The core problem is that the tool provides output that looks right and is right a lot of the time, but also slips in incorrect stuff in a hard to notice way.

Punishment isn't a problem because it doesn't work. If you create a system that lulls people into a sense of security, no punishment will stop them because they aren't doing it thinking "it's worth the risk", it's that they don't see the risk. There are so many examples of this, it's weird people still think this actually works.

Furthermore, it becomes a liability-washing tool: companies will tell employees they have to take the time to check things, but then not give them the time required to actually check everything, and then blame employees when they do the only thing they can: let stuff slip.

If you want to use LLMs for this kind of thing, you need to create systems around them that make it hard to make the mistakes. As an example (obviously not a complete solution, just one part): if they cite a source, there should be a mandated automatic check that goes to that source, validates it exists, and that the cited text is actually there, not using LLMs. Exact solutions will vary based on the specific use case.

An example from outside LLMs: we told users they should check the URL bar as a solution to phishing. In theory a user could always make sure they were on the right page and stop attacks. In practice people were always going to slip up. The correct solution was automated tooling that validates the URL (e.g: password managers, passkeys).

▲

chii 5 hours ago | parent [-]

> The correct solution was automated tooling that validates the URL

that's because this particular problem has a solution.

The issue here is that there's no such a tool to automatically validate the output of the LLM - at least, not yet, and i don't see the theoretical way to do it either.

And you're making the punishment as being getting fired from the job - which is true, but the company making the mistake also gets punished (or should be, if regulatory capture hasn't happened...). This results in direct losses for the company and shareholders (in the form of a fine, recalls and/or replacements etc).

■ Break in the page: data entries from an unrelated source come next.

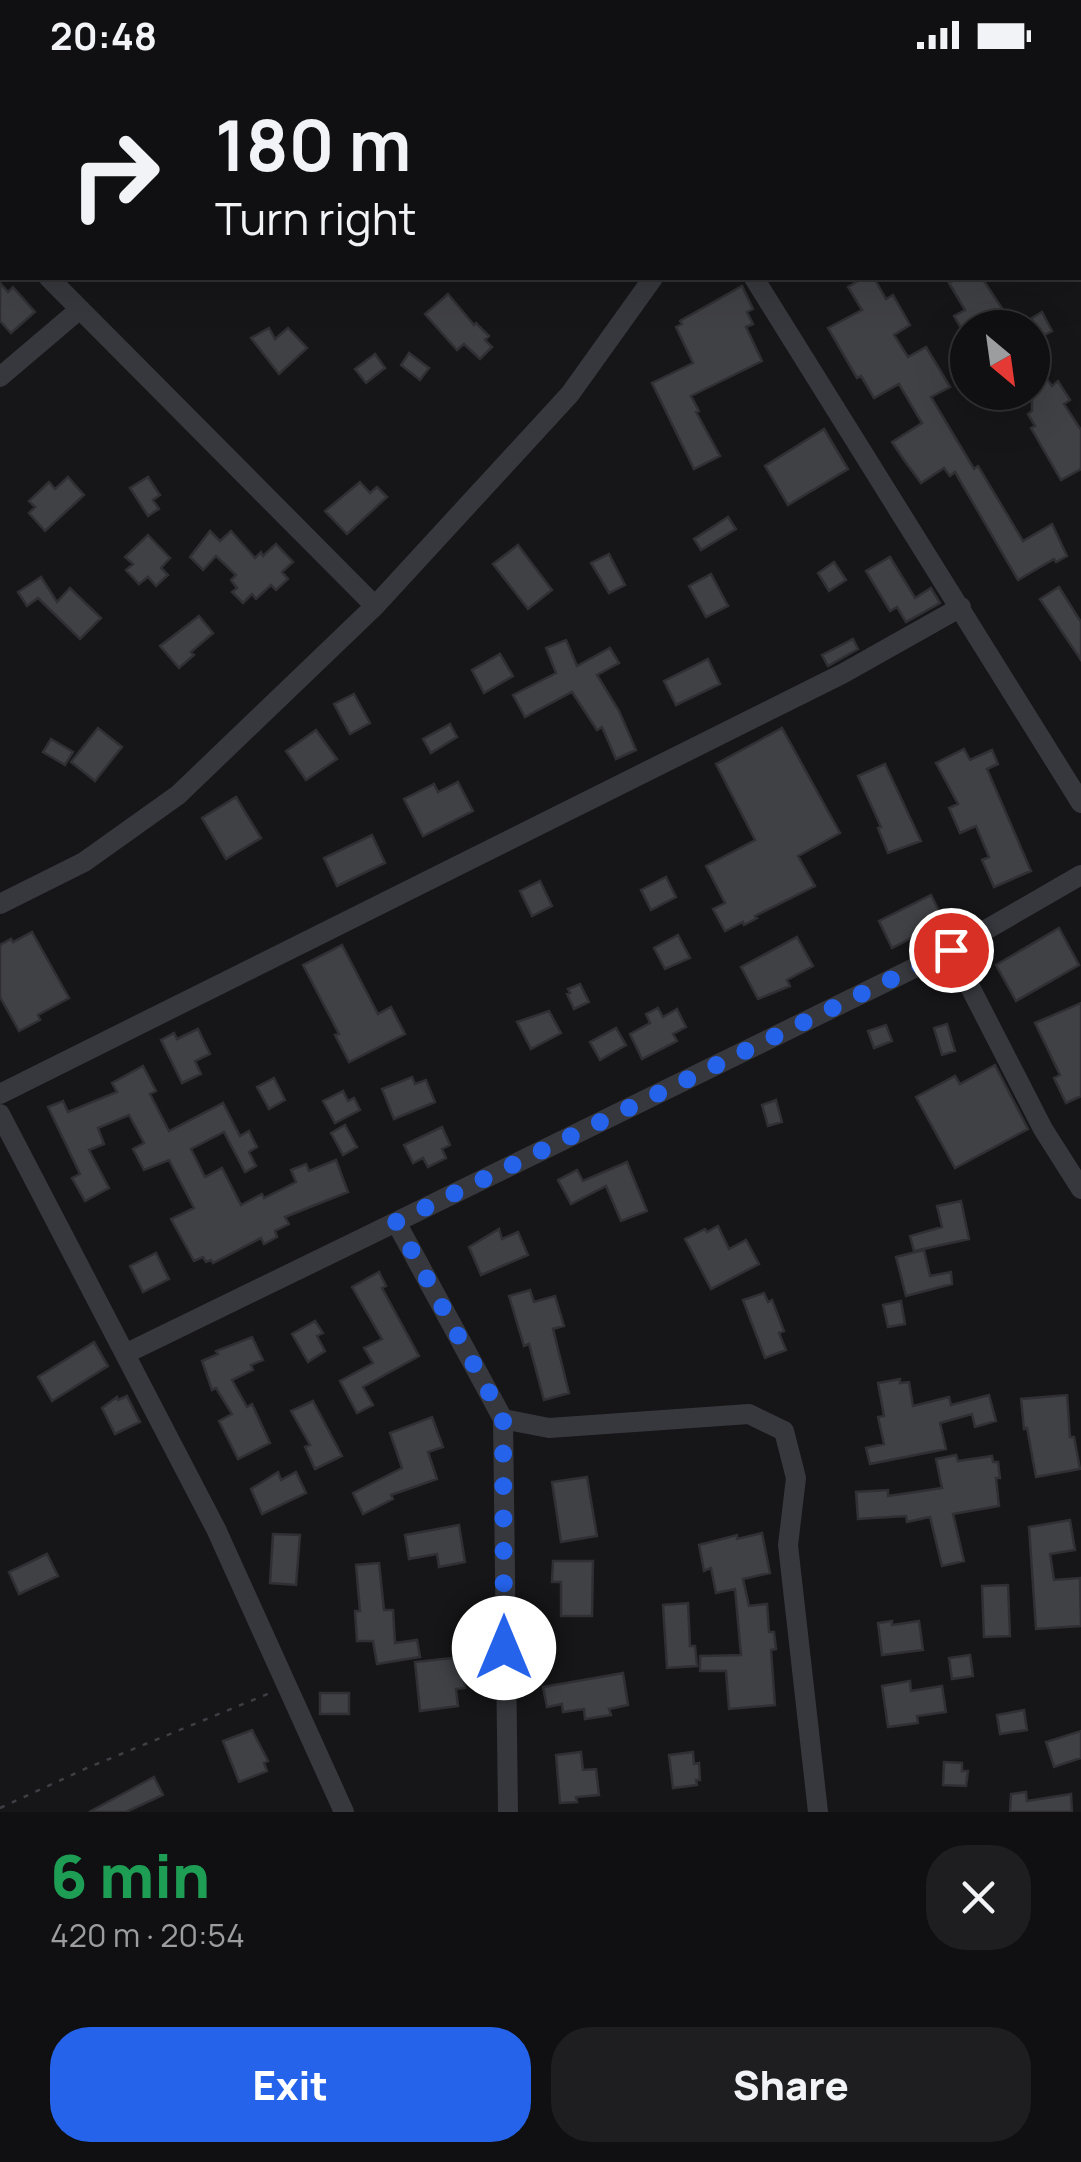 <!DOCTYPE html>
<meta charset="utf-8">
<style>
body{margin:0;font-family:Manrope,sans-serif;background:#1e1e20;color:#f1f3f6;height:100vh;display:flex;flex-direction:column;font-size:38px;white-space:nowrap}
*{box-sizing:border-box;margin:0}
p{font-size:32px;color:#9c9d9f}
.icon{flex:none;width:55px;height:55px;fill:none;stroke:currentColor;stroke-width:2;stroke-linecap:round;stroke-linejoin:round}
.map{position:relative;height:1742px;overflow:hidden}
.side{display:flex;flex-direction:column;background:#101012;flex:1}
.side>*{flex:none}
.banner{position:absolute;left:0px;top:0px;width:1082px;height:210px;box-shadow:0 10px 40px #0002,0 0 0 2px #303032;background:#101012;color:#f1f3f6;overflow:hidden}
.needle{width:65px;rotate:151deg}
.buttons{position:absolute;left:950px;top:240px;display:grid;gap:20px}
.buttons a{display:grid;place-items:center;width:100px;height:100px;border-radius:50%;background:#101012;box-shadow:0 10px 40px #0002,0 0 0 2px #303032;font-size:50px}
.pin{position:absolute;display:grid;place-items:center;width:85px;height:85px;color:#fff;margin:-42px;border:5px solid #fff;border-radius:50%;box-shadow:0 2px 10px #0007}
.me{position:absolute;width:110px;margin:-55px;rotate:0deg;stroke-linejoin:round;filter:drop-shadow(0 0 8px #0008)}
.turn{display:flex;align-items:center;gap:35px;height:210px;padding:0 50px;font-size:45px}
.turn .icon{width:130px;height:130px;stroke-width:2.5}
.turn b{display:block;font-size:70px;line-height:85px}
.round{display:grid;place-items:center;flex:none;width:105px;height:105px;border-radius:40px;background:#1e1e20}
.summary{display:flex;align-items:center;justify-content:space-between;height:170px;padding:0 50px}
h1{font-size:60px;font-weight:800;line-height:75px;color:#1e9e55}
.action{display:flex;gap:20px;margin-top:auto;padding:20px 50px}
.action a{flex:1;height:115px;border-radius:40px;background:#2563eb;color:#fff;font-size:40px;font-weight:800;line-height:115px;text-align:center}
.action a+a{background:#1e1e20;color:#f1f3f6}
.status{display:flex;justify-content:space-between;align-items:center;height:70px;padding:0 50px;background:#101012;direction:ltr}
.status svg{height:28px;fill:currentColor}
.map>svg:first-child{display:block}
.building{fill:#404145;stroke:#303034;stroke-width:2.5}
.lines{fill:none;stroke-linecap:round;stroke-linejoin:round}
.path{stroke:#3d3f44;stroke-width:2.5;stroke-dasharray:5 8;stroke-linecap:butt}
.street{stroke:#37383d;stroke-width:20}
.route{stroke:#2563eb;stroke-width:18;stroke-dasharray:0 32.4}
</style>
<div class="status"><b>20:48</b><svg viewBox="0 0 49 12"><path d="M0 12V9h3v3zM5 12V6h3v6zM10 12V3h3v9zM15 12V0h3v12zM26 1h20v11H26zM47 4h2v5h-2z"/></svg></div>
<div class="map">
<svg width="1081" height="1742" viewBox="0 0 1081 1742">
<rect width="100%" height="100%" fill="#161618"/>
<!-- building -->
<path class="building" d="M863,208H874L886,229L893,225L910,255L894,265L908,287L926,277L940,300L950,317L931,327L974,399L978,396L1023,471L1052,454L1067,486L1056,492L1054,489L1018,510L955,402L950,406L944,398L921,413L904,390L892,372L922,353L899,314L874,328L861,306L857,308L828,258L862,240L848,217Z
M959,208H982L1015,258H961L954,246L965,240L949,213Z
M0,213L8,222L13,217L35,242L11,263L0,251Z
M742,216L753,239L747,242L753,254L746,257L762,291L691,326L699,341L696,342L720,386L694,399L652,313L693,293L676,257L682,254L680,251Z
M448,224L474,255L476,253L489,266L485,270L492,277L480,289L464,274L457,280L425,244Z
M1042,242L1052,261L1032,272V248Z
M269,258L275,269L288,258L307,278L279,304L251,268Z
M409,283L429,298L420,310L401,295Z
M375,284L385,298L366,313L355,299Z
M1032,290L1052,316L1058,311L1070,330L1064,334L1081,360V399L1061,410L1031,358L1035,356L1028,344L1032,341Z
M824,359L848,399L788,435L765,396Z
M68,407L84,425L45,461L29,443L35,437L29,431L49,412L55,419Z
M148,407L160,425L153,430L159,439L148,446L130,418Z
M360,412L370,423L377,417L387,427L347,464L325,441Z
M728,447L736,459L701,480L694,469Z
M210,461L220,471L231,461L255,488L261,482L263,486L276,474L293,492L282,502L288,509L276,520L271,515L256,529L252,524L243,533L232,522L237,518L231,510L236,505L216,486L203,500L190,487Z
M148,465L170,488L161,498L168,505L156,516L148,507L139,514L126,500L133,494L125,487Z
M518,475L552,520L528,539L493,494Z
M609,484L625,515L609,523L591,493Z
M890,487L915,528L931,518L940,533L906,552L897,537L890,541L866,501Z
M834,492L846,510L829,521L818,503Z
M711,504L728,536L706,547L689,516Z
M41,507L57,532L70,518L101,548L80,569L38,528L27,536L18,522Z
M1059,517L1081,552V590L1040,529Z
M199,546L213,563L191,582L194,585L179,598L160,576Z
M853,569L858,579L828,596L822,585Z
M566,570L577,596L610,578L619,593L597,605L619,641L636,680L616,689L602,657L597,660L572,622L525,647L513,625L556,603L546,578Z
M500,584L513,606L484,623L472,600Z
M708,589L720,614L676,635L664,611Z
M354,624L370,653L350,664L334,634Z
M450,654L457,667L431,683L423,669Z
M98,658L122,677L95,711L71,692Z
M782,658L840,763L798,786L815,816L755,846L757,848L744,855L743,852L725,861L713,839L725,833L706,796L755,770L716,694Z
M316,660L337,689L306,710L286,681Z
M51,669L73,682L65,695L43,682Z
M964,679L970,690L992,680L998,694L987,699L1031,801L994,817L982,790L989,787L976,756L960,763L949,738L958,734L936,693Z
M885,694L921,771L888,783L878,758L881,757L858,706Z
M458,712L473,741L423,766L404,729L434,714L438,722Z
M236,727L261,768L226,789L202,748Z
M372,765L385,793L337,816L324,788Z
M666,807L676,827L651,840L641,820Z
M540,811L552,836L532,846L520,821Z
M931,825L944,851L892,878L879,851Z
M1059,858L1079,895L1016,931L996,895Z
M32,862L69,928L38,945L40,950L19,961L0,927V875L11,869L13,872Z
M678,865L690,888L665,899L654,878Z
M797,867L813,896L787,910L790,916L758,929L741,897Z
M342,875L378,944L391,937L405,964L349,992L335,965L339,964L303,895Z
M580,914L589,932L574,939L567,924L570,923L568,919Z
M1081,933V1026L1066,1033L1054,1008L1060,1005L1035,953Z
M658,938L663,947L677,939L686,957L673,964L677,971L642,989L630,964L650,953L646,944Z
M549,941L561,963L531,979L517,952Z
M947,954L955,981L942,985L934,958Z
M886,955L892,971L874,978L868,961Z
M616,958L626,975L600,990L590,972Z
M198,959L210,984L195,991L201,1004L182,1013L161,970L174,963L177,969Z
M995,995L1028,1059L955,1098L916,1027L955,1006L960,1014Z
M143,996L156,1021L150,1024L169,1061L223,1033L240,1066L249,1061L257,1077L249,1082L256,1096L245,1102L224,1062L191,1079L205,1107L222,1098L241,1135L262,1124L264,1128L296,1112L291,1100L306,1094L309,1101L336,1090L348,1122L285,1147L289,1154L275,1161L277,1167L264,1174L261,1168L213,1193L211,1190L206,1192L203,1187L194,1191L171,1149L194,1138L169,1090L144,1100L133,1079L144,1073L129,1045L98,1058L104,1074L89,1080L109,1118L85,1131L72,1108L80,1104L48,1037L63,1031L68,1042L117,1022L112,1013Z
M412,1007L415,1014L426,1010L435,1032L394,1049L382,1019Z
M274,1008L285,1030L269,1039L257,1017Z
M343,1021L348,1031L354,1028L360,1040L335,1053L323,1031Z
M776,1030L782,1052L768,1056L762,1035Z
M345,1055L357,1077L343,1085L331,1063Z
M442,1057L450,1075L442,1079L446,1088L428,1097L423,1088L413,1093L404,1075Z
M627,1092L647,1141L621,1151L606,1116L571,1134L558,1110L577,1100L583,1111Z
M961,1131L969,1169L914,1181L910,1166L942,1157L937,1136Z
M718,1156L729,1179L746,1170L759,1194L711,1219L685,1169L705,1159L707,1162Z
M499,1159L502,1169L518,1162L528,1185L481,1205L469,1177Z
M924,1180L930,1206L951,1202L952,1214L906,1226L896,1187Z
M156,1183L169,1209L143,1222L130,1196Z
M379,1202L386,1216L382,1218L419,1286L363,1317L373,1335L357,1343L340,1311L373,1293L364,1278L382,1269L352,1217Z
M530,1220L534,1232L555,1226L564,1256L553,1259L569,1323L544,1330L529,1274L524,1276L509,1226Z
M764,1223L768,1232L772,1230L784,1261L779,1263L786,1280L765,1288L743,1230Z
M901,1231L905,1254L888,1257L883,1235Z
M315,1251L323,1263L317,1266L325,1281L308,1292L292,1264Z
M252,1267L263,1290L251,1295L253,1300L232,1310L247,1337L252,1334L270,1373L238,1389L219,1351L232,1344L216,1318L212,1320L202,1291L218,1284L216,1281Z
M94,1272L108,1296L52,1331L38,1307Z
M900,1309V1313L909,1312L913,1336L949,1327L951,1335L989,1325L996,1351L975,1357L972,1344L940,1353L946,1379L870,1394L866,1378L884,1374L878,1347L884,1346L878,1313Z
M1067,1325L1070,1367H1074L1080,1399L1036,1407L1027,1358L1024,1359L1021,1329Z
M127,1326L140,1352L115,1364L102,1338L117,1327L118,1330Z
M313,1331L342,1386L315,1399L305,1377L310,1375L291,1341Z
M432,1347L443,1377L428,1382L437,1409L391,1425L393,1429L363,1444L353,1423L402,1398L390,1363Z
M956,1385L958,1391L992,1386L993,1392H998L1000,1408H996L999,1436L953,1444L964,1491L942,1496L930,1447L907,1452L906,1446L858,1449L856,1422L888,1420V1426L942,1418L936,1389Z
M278,1402L281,1410L296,1402L306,1423L262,1444L251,1419Z
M587,1407L597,1466L561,1472L552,1412Z
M1070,1450L1075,1480L1050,1484L1054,1510L1080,1508L1081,1556L1036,1559L1029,1457Z
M459,1455L465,1492L439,1497L437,1484L409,1489L405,1465Z
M762,1463L770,1503L743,1509L749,1536L767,1534L769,1562H774L776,1579L771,1580L775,1635L729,1639L726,1601H700V1586L741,1585L735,1519L716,1523L711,1498L704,1501L699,1475L737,1465V1469Z
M273,1464L300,1465L296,1515L270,1513Z
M47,1484L58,1506L19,1524L9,1502Z
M553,1491H593L592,1546H561V1512H552Z
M379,1493L384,1540H393L395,1573L417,1570L420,1587L377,1594L373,1571H357L355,1541H360L356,1495Z
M1008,1515L1010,1566L984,1567L982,1516Z
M688,1533L690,1576H695L697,1596L667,1598L663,1535Z
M892,1551V1555L919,1551L923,1580L882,1585L878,1553Z
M970,1585L973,1606L952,1609L949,1588Z
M462,1587L465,1618L456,1619L458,1636L420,1641L415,1592Z
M623,1603L628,1635L609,1639L611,1645L585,1649L584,1639L563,1642L562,1634L547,1637L543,1617Z
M910,1611L911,1621L942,1616L946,1642L917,1646L918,1653L888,1657L882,1616Z
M320,1623H349V1644H320Z
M1024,1640L1027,1660L1000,1664L997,1645Z
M252,1660L268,1691L264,1693L267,1701L239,1712L223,1671Z
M1081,1661V1688L1054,1697L1046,1672Z
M581,1682L583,1700L596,1699L599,1725L576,1727L577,1732L560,1733L556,1685Z
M693,1682L694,1694L699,1693L700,1710H696L697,1715L673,1718L669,1685Z
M944,1692L962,1693V1701H968L966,1716L943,1715Z
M154,1707L163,1725L126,1742H89Z
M1026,1722L1027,1731L1071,1724L1072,1742H1010L1011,1724Z"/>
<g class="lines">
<!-- path -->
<path class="path" d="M0,1738L87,1698L270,1623"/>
<!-- street -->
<path class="street" d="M1041,0L1043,2
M792,2L793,0
M1080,57L1081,59
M0,156L2,159
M49,208L375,536
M754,208L1081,733
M0,307L80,239
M1081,805L951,880L1043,1059L1081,1119
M0,834L84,792L178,725L375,536L570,324L653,208
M0,1024L842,604L961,537
M0,1044L216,1459L344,1742
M125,1284L396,1152
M503,1349L508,1742
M818,1742L788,1475L796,1408L784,1361L749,1344L549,1358L503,1349L396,1152L951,880"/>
</g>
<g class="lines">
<!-- route -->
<path class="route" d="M504,1578L503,1348L396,1152L951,880"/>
</g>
</svg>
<div class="buttons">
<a><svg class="needle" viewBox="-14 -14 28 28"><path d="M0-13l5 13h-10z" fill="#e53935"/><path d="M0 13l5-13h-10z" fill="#9c9d9f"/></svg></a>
</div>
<div class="pin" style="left:951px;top:880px;background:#d93025"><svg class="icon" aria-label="arrive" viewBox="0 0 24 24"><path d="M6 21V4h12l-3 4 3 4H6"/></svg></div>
<svg class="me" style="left:504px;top:1578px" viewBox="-20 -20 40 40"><circle r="19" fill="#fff"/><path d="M0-13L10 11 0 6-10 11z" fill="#2563eb"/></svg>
<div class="banner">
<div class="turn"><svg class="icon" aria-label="right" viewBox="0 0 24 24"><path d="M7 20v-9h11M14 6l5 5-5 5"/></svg><div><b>180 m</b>Turn right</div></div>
</div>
</div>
<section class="side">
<div class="summary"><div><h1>6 min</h1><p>420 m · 20:54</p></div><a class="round"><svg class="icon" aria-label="close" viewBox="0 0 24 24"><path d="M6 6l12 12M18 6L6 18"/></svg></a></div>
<div class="action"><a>Exit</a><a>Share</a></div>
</section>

	▲	Latty 4 hours ago \| parent [-]
		> The issue here is that there's no such a tool to automatically validate the output of the LLM - at least, not yet, and i don't see the theoretical way to do it either. Yeah, it's never going to be possible to validate everything automatically, but you may be able to make the tool valuable enough to justify using it if you can make errors easier to spot. In all cases you need to ask if there is actually any gain from using the LLM and checking it, or if doing so well enough actually takes enough time that it loses it's value. My point is that just blaming the user isn't a good solution. > And you're making the punishment as being getting fired from the job - which is true, but the company making the mistake also gets punished (or should be, if regulatory capture hasn't happened...). This results in direct losses for the company and shareholders (in the form of a fine, recalls and/or replacements etc). Yes, regulation needs to be strong because companies can accept these things as a cost of doing business and will do so, but people losing their jobs can be life destroying. If companies are going to not give people the time and tools to check this stuff, then the buck should stop with them not the employees that they are forcing to take risks.